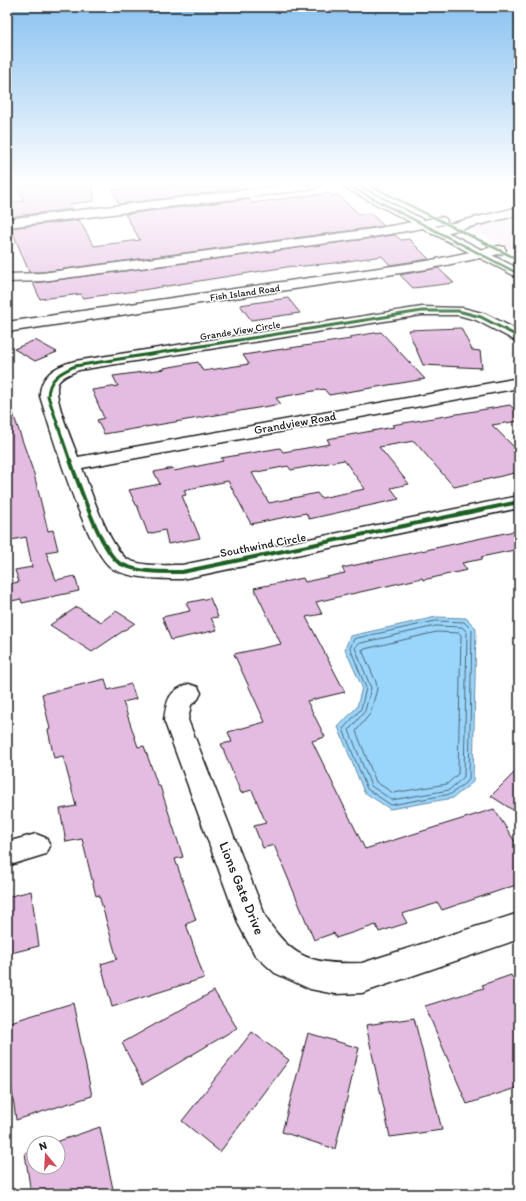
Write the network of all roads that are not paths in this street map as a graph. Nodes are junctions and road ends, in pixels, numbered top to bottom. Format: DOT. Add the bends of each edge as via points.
graph roads {
  1 [pos="303,241"];
  2 [pos="461,241"];
  3 [pos="481,241"];
  4 [pos="499,250"];
  5 [pos="482,255"];
  6 [pos="519,260"];
  7 [pos="519,274"];
  8 [pos="7,278"];
  9 [pos="7,327"];
  10 [pos="519,337"];
  11 [pos="519,383"];
  12 [pos="72,464"];
  13 [pos="519,502"];
  14 [pos="189,692"];
  15 [pos="36,846"];
  16 [pos="7,854"];
  17 [pos="519,926"];
  1 -- 8 [label="street" via="62,275"];
  2 -- 5 [label="street"];
  3 -- 4 [label="street"];
  4 -- 5 [label="street, Fish Island Road"];
  4 -- 6 [label="street"];
  5 -- 7 [label="street"];
  5 -- 9 [label="street, Fish Island Road" via="404,269"];
  10 -- 12 [label="street, Grande View Circle" via="481,317 458,311 422,311 75,366 54,376 47,386 48,396"];
  11 -- 12 [label="street, Grandview Road"];
  12 -- 13 [label="street, Southwind Circle" via="98,530 110,553 119,563 146,572 182,572"];
  14 -- 17 [label="street, Lions Gate Drive" via="179,701 176,720 254,925 266,945 286,963 310,974 335,979 362,978"];
  15 -- 16 [label="street"];
}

○ ○ ○

#### About this exercise:
Return every line above verbatim, pictures excluded.

#### Your solution:
Write the network of all roads that are not paths in this street map as a graph. Nodes are junctions and road ends, in pixels, numbered top to bottom. Format: DOT. Add the bends of each edge as via points.
graph roads {
  1 [pos="303,241"];
  2 [pos="461,241"];
  3 [pos="481,241"];
  4 [pos="499,250"];
  5 [pos="482,255"];
  6 [pos="519,260"];
  7 [pos="519,274"];
  8 [pos="7,278"];
  9 [pos="7,327"];
  10 [pos="519,337"];
  11 [pos="519,383"];
  12 [pos="72,464"];
  13 [pos="519,502"];
  14 [pos="189,692"];
  15 [pos="36,846"];
  16 [pos="7,854"];
  17 [pos="519,926"];
  1 -- 8 [label="street" via="62,275"];
  2 -- 5 [label="street"];
  3 -- 4 [label="street"];
  4 -- 5 [label="street, Fish Island Road"];
  4 -- 6 [label="street"];
  5 -- 7 [label="street"];
  5 -- 9 [label="street, Fish Island Road" via="404,269"];
  10 -- 12 [label="street, Grande View Circle" via="481,317 458,311 422,311 75,366 54,376 47,386 48,396"];
  11 -- 12 [label="street, Grandview Road"];
  12 -- 13 [label="street, Southwind Circle" via="98,530 110,553 119,563 146,572 182,572"];
  14 -- 17 [label="street, Lions Gate Drive" via="179,701 176,720 254,925 266,945 286,963 310,974 335,979 362,978"];
  15 -- 16 [label="street"];
}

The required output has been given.